↓
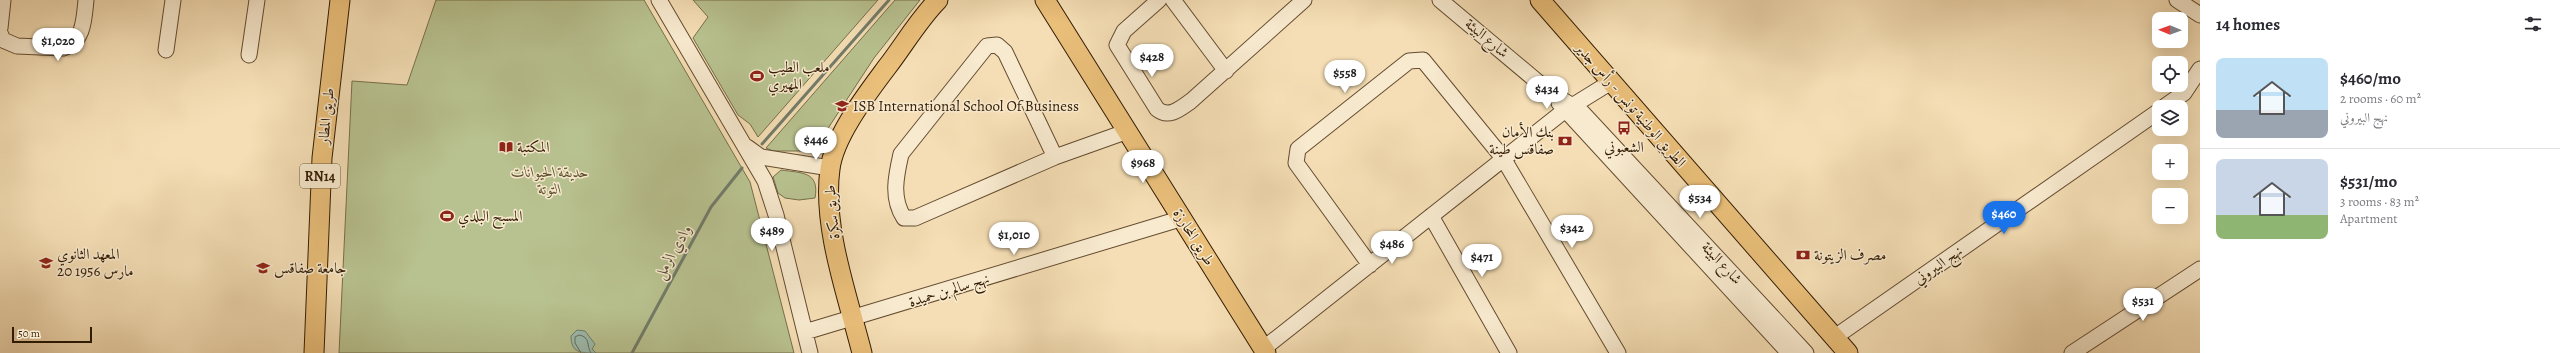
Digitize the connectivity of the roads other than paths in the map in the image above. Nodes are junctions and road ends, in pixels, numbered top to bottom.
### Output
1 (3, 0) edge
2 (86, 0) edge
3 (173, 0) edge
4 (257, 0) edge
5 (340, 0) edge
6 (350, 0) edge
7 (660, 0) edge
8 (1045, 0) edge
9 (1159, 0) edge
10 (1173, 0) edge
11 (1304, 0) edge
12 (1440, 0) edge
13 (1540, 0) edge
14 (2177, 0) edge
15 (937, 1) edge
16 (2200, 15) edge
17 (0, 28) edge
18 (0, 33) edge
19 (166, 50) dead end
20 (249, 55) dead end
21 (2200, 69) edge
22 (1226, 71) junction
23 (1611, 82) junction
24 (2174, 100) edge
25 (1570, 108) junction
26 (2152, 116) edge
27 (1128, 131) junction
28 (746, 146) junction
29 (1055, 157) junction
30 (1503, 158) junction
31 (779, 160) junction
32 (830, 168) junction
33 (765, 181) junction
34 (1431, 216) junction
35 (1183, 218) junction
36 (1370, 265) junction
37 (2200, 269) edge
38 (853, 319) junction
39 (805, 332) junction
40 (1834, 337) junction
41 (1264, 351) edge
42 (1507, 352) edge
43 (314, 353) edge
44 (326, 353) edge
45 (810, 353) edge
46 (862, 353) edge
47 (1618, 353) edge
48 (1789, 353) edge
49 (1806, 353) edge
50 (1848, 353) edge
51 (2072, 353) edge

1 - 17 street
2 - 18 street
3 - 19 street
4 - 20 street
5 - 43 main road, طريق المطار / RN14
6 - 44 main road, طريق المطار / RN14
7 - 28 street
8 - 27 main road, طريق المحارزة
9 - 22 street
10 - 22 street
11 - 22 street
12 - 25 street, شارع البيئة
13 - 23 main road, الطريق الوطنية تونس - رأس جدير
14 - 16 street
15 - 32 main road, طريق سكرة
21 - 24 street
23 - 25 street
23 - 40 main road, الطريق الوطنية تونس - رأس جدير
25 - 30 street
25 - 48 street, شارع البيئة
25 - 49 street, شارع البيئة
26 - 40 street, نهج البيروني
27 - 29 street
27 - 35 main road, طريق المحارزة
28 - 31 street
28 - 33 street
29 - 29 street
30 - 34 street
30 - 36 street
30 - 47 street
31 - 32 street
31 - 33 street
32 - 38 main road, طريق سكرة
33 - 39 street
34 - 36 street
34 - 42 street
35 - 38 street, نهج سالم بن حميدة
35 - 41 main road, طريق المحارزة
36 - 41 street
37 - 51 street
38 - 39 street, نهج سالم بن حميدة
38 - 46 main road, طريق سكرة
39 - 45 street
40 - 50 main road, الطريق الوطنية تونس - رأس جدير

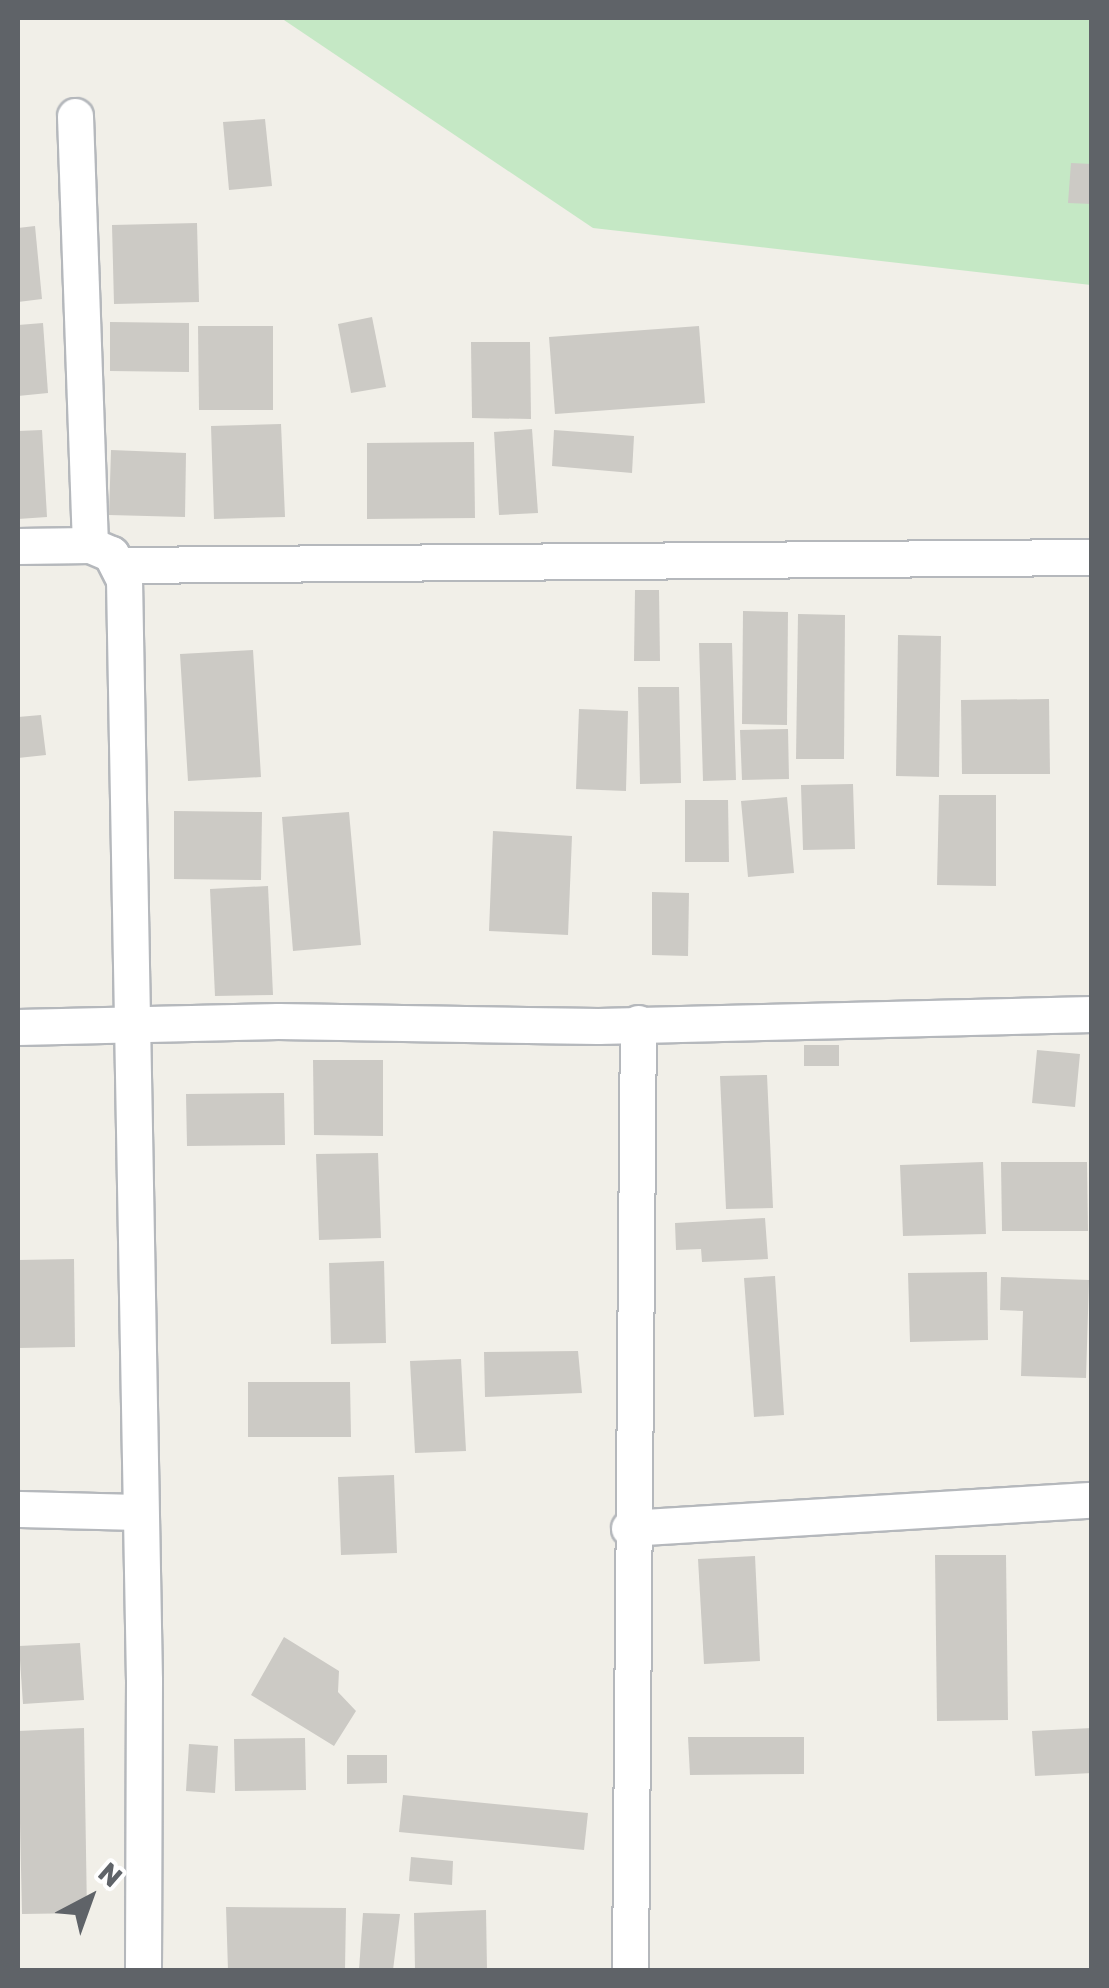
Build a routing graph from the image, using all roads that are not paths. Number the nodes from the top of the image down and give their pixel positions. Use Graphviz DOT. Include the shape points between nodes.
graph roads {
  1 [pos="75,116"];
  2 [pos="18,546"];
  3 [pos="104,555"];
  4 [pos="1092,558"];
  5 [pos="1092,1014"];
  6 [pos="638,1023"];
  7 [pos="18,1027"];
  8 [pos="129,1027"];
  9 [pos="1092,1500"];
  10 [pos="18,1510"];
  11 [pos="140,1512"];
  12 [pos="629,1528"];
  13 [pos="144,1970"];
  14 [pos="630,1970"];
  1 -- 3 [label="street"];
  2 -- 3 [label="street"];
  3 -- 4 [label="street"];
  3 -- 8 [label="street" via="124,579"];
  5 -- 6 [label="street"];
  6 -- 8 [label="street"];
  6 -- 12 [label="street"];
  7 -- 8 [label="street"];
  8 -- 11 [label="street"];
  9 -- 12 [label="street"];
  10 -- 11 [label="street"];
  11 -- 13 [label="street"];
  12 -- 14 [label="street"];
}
↑
#### PROBLEM STATEMENT
Please report the number of lines in the data that include the word "المطار", and add no other text.

#### SOLVED PROBLEM
2